_WHAT YOU ARE ASKED TO DO_: Everything from the line holding "ring dip: (272, 174)" through the final line of the entries below is to be duplicated exactly, and nothing outside that span.

_DATA IN THIS EXERCISE_:
·····

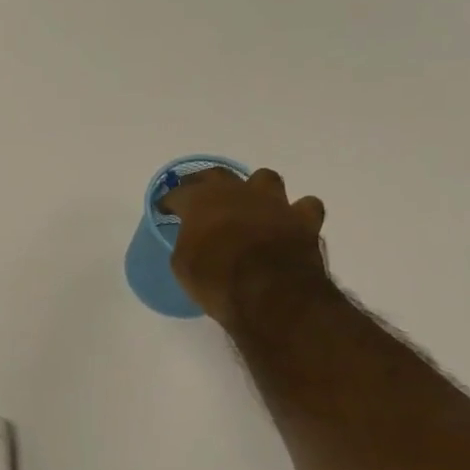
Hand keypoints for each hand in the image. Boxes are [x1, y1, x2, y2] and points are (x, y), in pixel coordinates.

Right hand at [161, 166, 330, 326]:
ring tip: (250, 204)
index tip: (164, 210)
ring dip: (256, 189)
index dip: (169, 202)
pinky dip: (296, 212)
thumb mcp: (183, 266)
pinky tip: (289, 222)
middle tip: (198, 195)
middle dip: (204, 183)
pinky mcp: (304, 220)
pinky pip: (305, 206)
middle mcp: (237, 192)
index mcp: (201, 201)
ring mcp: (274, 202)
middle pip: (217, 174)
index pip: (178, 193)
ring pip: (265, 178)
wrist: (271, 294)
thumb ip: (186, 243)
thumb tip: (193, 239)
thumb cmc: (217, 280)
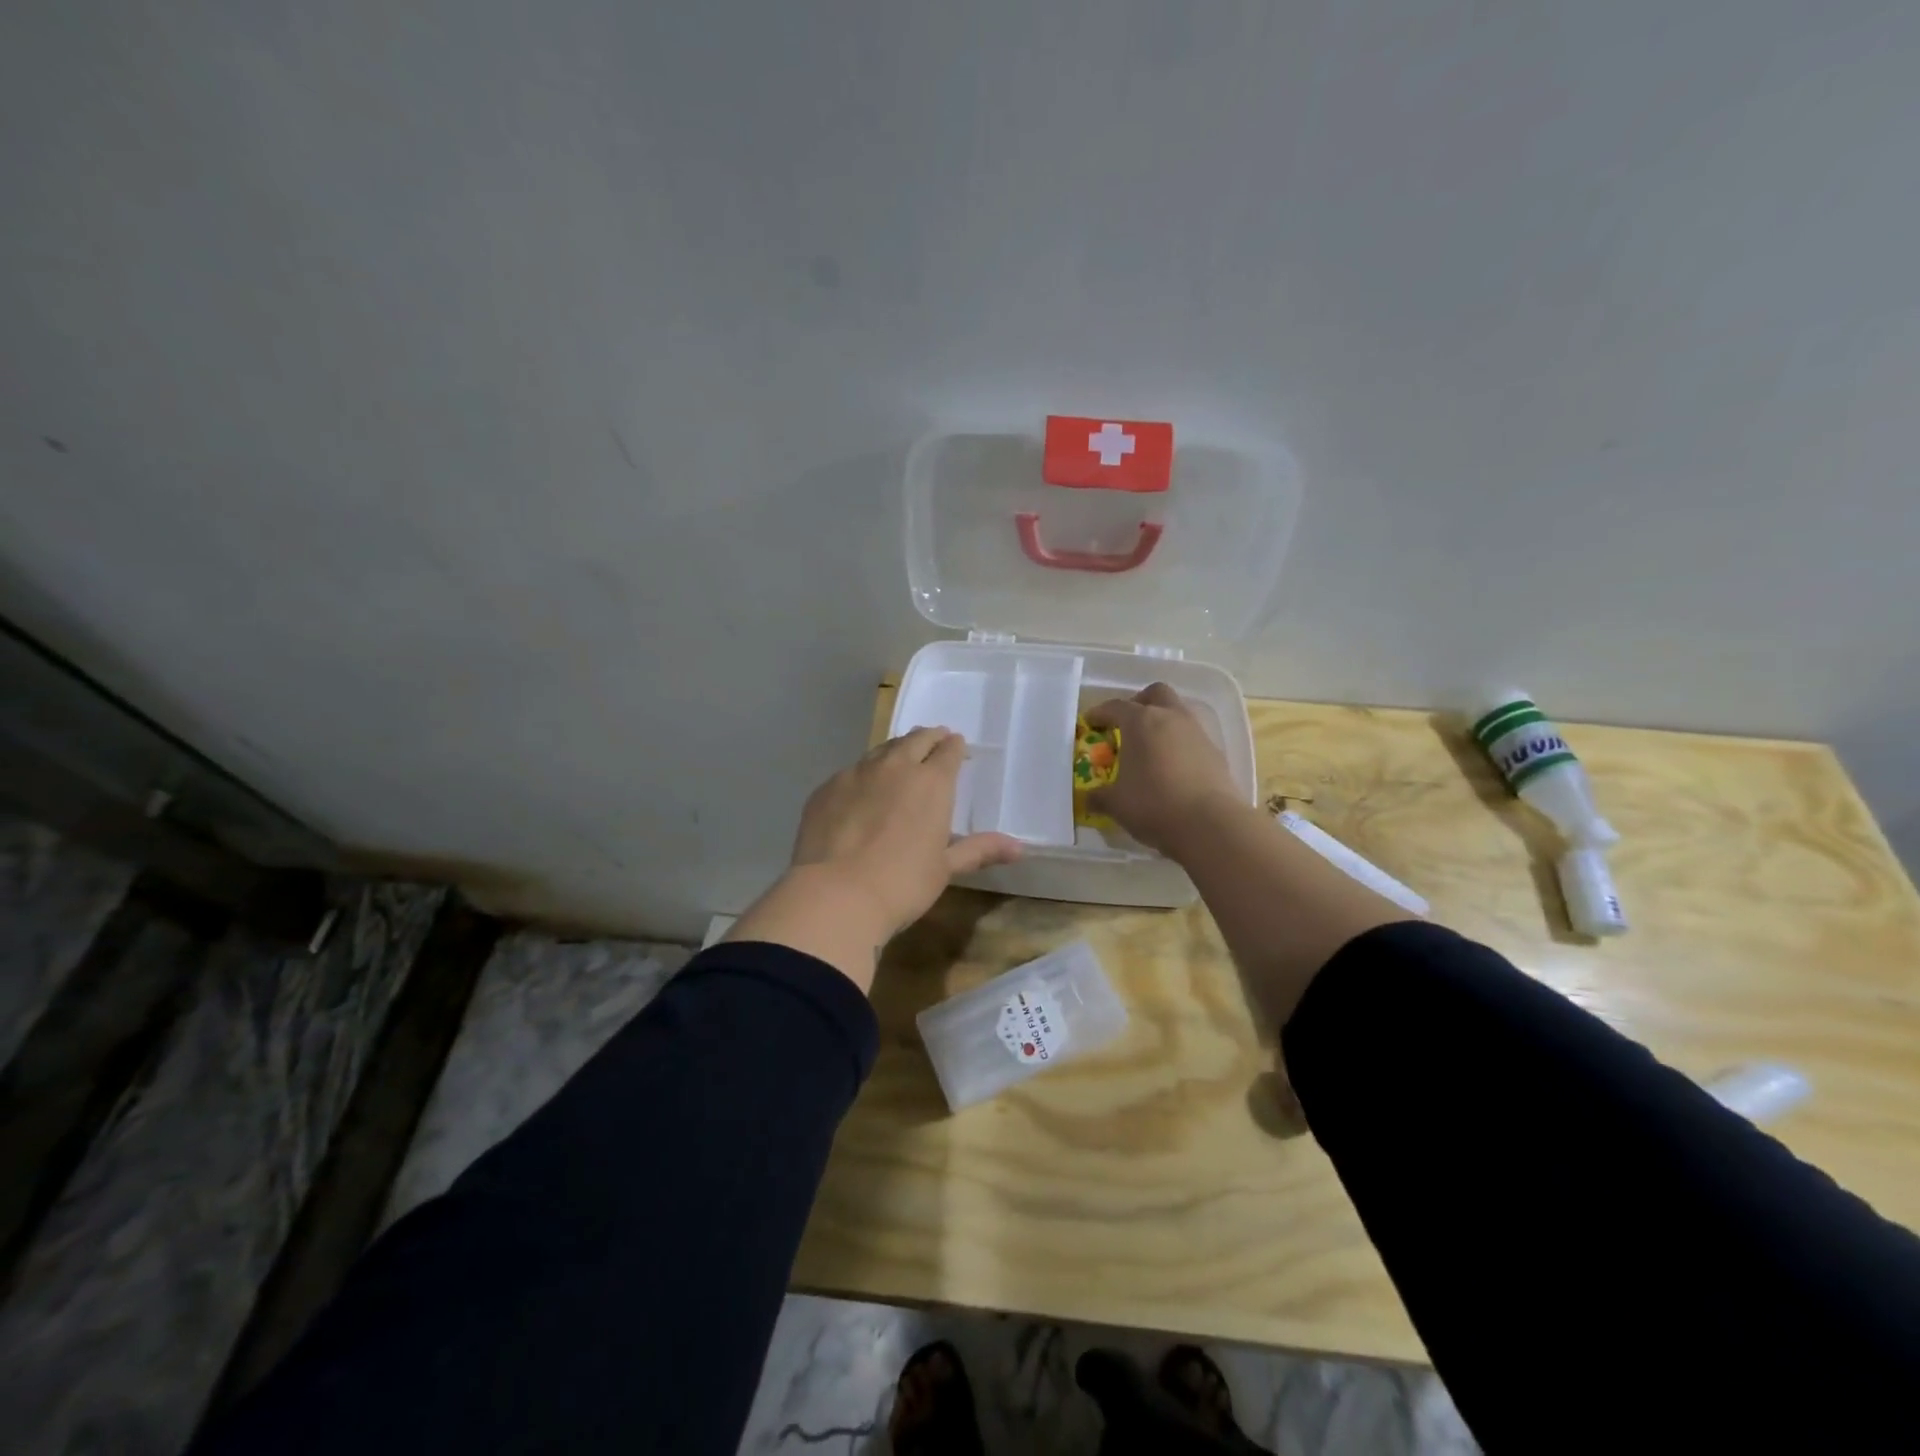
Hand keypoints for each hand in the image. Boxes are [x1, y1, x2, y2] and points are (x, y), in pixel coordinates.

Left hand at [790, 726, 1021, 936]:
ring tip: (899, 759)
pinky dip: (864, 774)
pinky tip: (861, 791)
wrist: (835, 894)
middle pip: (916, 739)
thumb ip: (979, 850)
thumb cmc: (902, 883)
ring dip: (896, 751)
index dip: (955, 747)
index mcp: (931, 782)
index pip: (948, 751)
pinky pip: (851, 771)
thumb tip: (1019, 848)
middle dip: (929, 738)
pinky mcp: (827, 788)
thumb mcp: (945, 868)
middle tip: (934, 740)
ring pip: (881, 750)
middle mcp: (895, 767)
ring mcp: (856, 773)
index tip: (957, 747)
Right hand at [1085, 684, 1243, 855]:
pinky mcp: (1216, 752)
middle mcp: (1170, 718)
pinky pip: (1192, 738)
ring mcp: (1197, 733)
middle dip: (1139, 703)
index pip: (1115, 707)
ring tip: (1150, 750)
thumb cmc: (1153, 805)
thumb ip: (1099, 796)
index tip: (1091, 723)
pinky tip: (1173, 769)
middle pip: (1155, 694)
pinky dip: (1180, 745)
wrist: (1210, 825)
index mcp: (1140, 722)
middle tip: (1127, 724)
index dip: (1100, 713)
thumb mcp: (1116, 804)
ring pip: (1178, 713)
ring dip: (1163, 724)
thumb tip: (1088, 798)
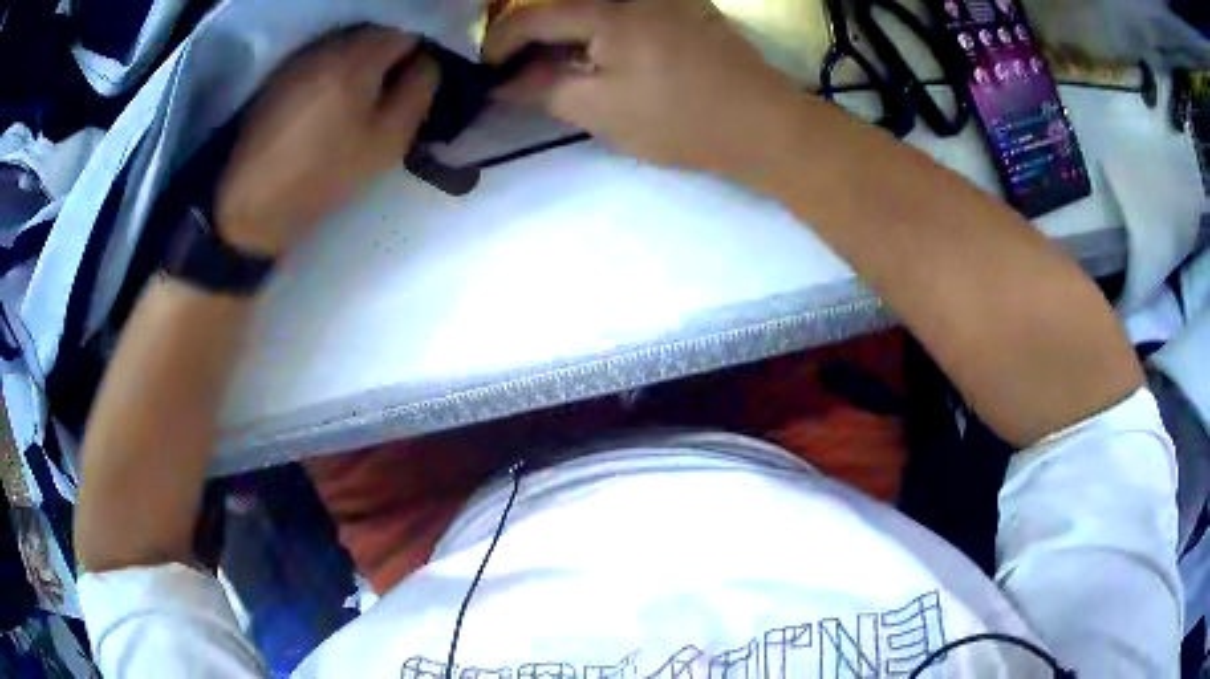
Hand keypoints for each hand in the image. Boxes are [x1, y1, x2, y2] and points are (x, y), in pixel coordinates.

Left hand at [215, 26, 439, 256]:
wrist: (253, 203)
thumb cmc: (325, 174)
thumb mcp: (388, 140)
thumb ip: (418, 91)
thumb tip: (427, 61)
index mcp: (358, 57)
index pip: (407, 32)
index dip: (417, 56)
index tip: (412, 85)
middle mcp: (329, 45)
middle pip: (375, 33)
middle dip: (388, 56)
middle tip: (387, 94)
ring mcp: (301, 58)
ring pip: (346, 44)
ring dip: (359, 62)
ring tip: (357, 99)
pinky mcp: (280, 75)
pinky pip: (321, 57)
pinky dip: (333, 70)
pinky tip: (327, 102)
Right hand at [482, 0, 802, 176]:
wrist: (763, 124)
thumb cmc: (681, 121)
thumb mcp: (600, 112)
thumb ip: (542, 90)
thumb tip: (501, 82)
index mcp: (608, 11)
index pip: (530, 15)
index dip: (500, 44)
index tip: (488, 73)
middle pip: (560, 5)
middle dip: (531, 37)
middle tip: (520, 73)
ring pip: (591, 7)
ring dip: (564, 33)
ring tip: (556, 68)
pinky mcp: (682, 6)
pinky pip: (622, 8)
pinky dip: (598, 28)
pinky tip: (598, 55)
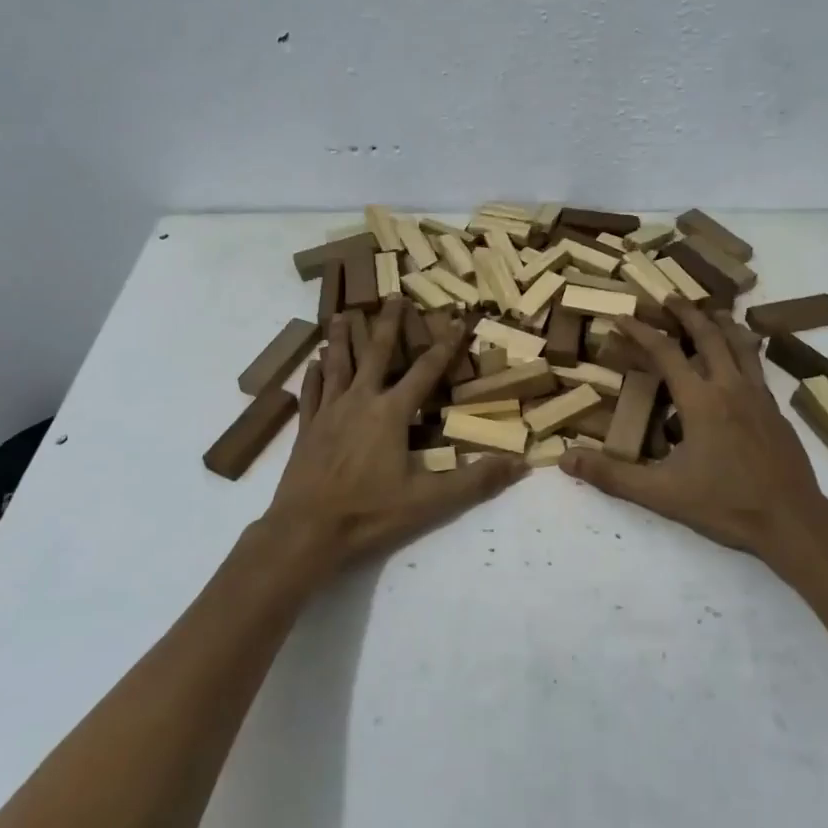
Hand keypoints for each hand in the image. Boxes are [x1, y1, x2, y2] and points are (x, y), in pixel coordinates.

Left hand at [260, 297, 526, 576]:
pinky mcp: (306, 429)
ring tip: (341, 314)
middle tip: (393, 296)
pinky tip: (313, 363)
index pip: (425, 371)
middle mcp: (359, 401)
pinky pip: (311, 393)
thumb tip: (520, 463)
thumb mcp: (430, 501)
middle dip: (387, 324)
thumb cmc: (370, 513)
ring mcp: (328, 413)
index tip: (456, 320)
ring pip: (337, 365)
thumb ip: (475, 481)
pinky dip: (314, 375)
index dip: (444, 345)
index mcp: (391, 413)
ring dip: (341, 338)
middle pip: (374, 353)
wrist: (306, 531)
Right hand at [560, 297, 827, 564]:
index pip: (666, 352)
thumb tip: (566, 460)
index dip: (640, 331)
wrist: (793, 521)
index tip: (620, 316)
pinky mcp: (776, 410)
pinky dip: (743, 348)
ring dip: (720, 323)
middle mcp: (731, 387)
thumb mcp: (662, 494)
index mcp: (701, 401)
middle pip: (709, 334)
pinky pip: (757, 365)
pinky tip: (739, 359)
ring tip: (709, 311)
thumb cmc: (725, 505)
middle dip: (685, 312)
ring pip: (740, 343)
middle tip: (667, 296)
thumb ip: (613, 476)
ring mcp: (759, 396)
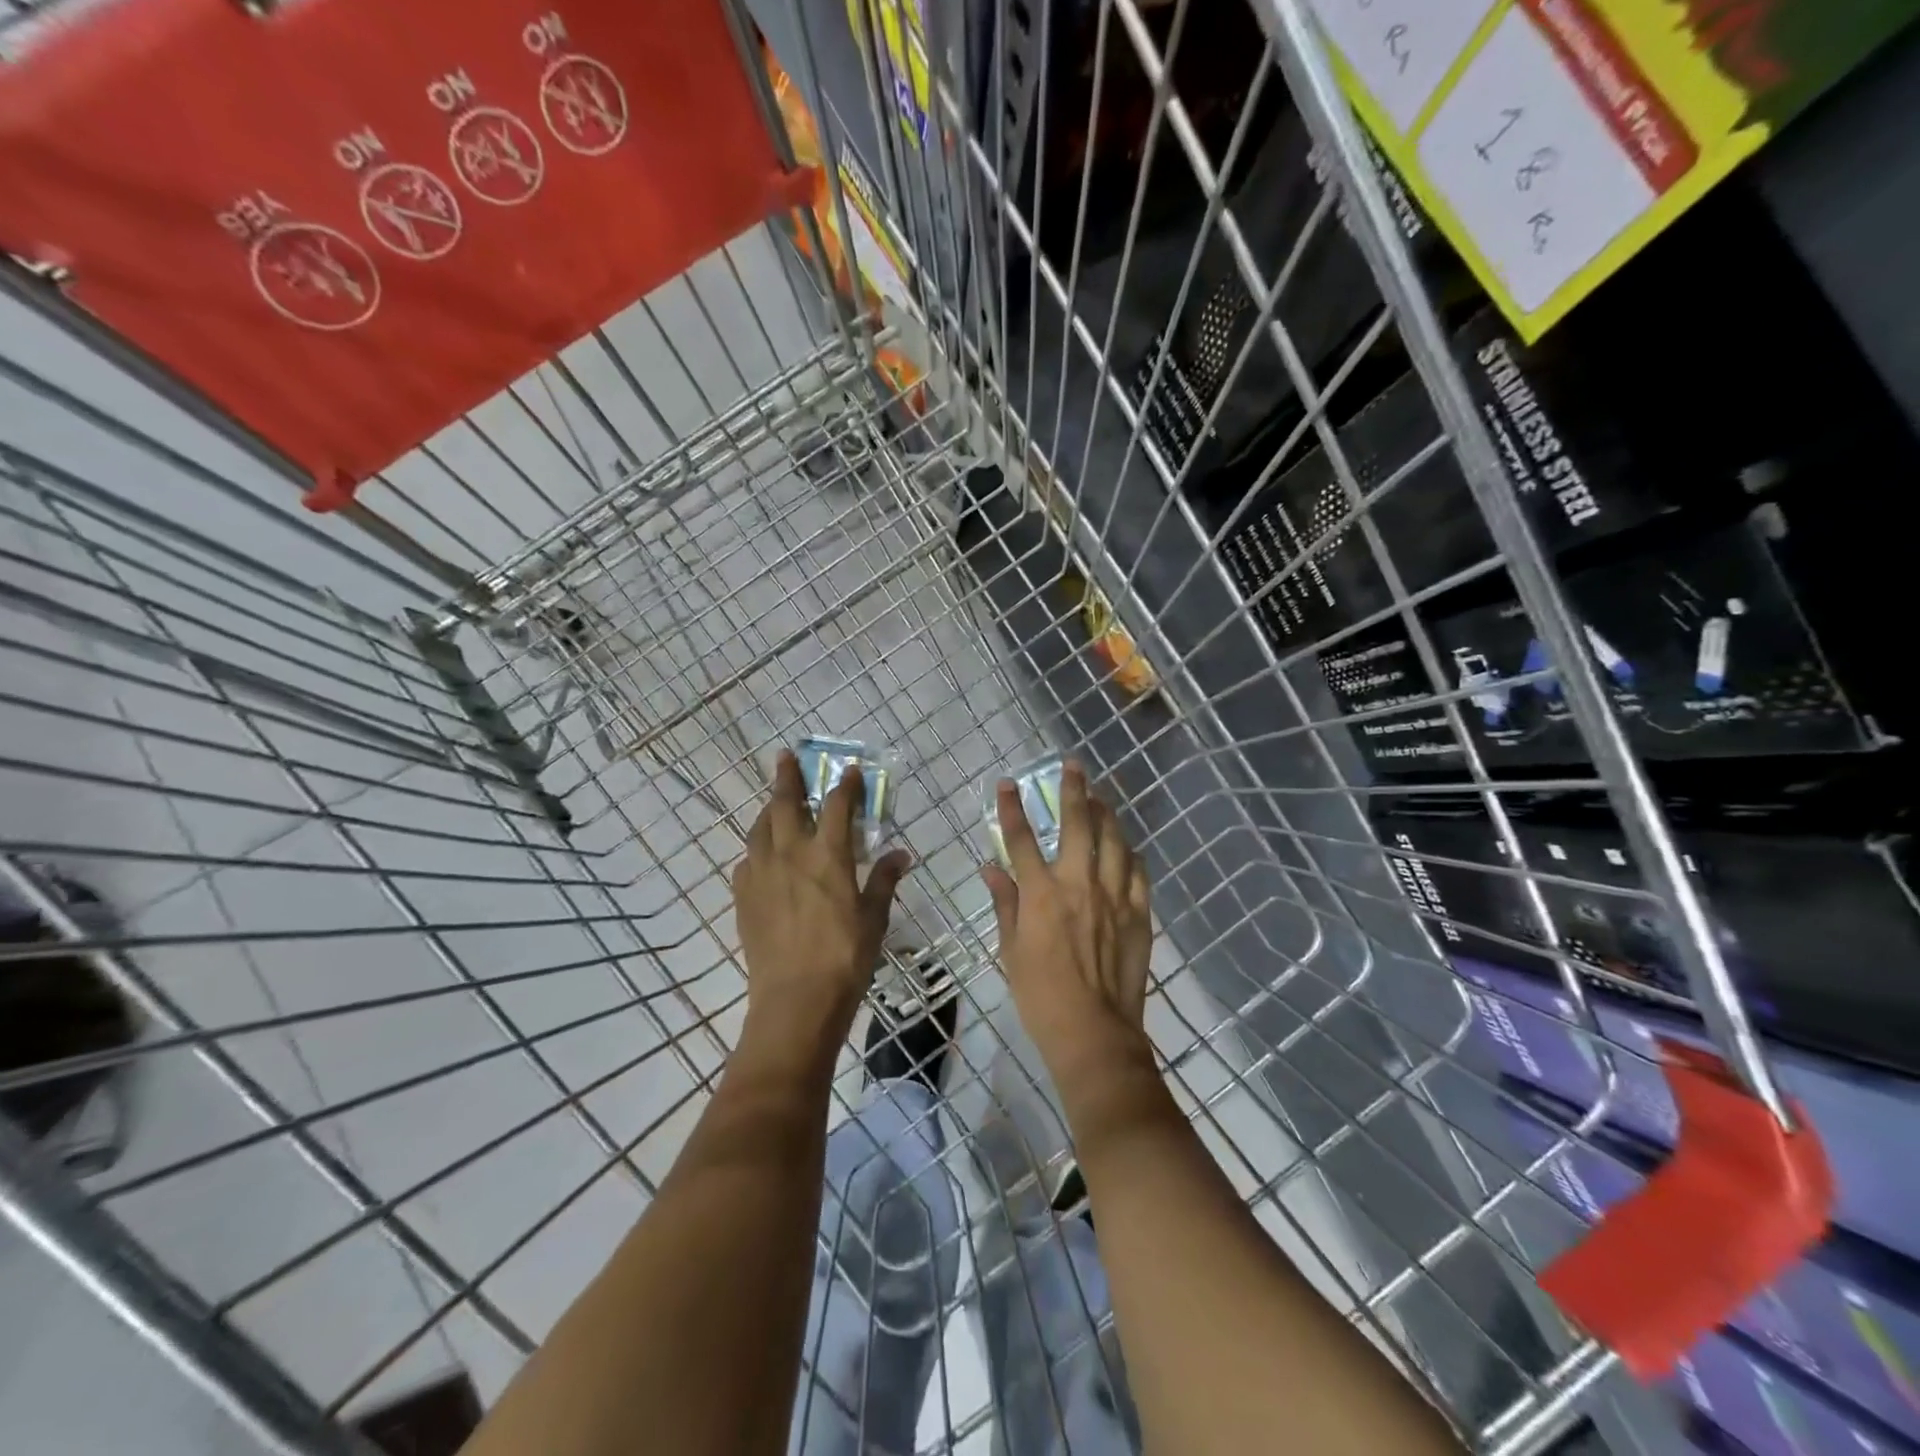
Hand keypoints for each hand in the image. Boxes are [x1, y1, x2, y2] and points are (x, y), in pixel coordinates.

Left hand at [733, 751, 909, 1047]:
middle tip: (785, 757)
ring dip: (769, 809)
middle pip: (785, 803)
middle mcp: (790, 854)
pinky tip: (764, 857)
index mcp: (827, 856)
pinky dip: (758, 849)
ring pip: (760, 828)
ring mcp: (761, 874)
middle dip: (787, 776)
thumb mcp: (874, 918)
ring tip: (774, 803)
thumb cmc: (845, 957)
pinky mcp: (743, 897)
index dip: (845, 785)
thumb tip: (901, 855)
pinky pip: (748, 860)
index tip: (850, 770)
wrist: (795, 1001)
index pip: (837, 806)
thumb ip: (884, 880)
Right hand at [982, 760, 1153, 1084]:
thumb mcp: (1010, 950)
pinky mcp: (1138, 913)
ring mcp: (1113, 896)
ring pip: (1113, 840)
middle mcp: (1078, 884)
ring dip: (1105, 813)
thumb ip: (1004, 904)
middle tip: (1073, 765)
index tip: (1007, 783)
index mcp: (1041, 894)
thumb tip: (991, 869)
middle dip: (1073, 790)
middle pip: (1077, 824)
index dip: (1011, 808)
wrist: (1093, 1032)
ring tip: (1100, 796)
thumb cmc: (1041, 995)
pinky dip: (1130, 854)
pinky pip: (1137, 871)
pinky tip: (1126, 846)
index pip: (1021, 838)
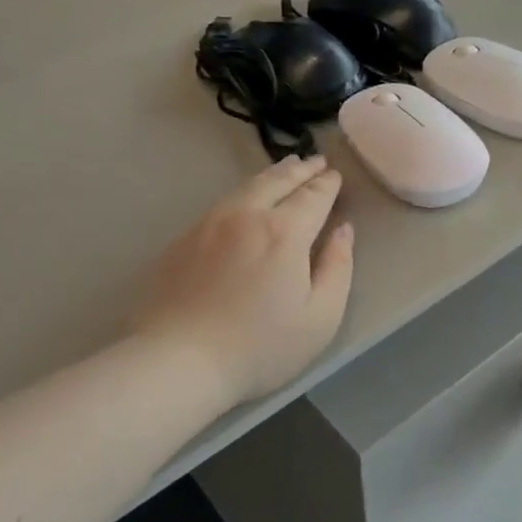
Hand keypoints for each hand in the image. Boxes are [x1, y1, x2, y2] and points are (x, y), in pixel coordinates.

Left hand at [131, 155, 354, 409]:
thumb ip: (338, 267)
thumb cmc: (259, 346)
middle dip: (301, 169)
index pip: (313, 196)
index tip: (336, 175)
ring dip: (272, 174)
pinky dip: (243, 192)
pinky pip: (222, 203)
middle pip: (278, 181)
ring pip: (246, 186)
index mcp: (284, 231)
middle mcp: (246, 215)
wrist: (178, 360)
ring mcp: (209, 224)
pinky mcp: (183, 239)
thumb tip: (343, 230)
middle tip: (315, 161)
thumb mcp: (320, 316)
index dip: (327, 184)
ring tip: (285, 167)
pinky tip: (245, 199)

·····

_YOUR RESPONSE_:
ring dip: (272, 174)
pinky dip: (243, 192)
pinky pip: (222, 203)
middle pip: (278, 181)
ring pip: (246, 186)
index mcp: (284, 231)
middle mcp: (246, 215)
wrist: (178, 360)
ring mcp: (209, 224)
pinky mcp: (183, 239)
thumb tip: (343, 230)
middle tip: (315, 161)
thumb mcp: (320, 316)
index dip: (327, 184)
ring tip: (285, 167)
pinky tip: (245, 199)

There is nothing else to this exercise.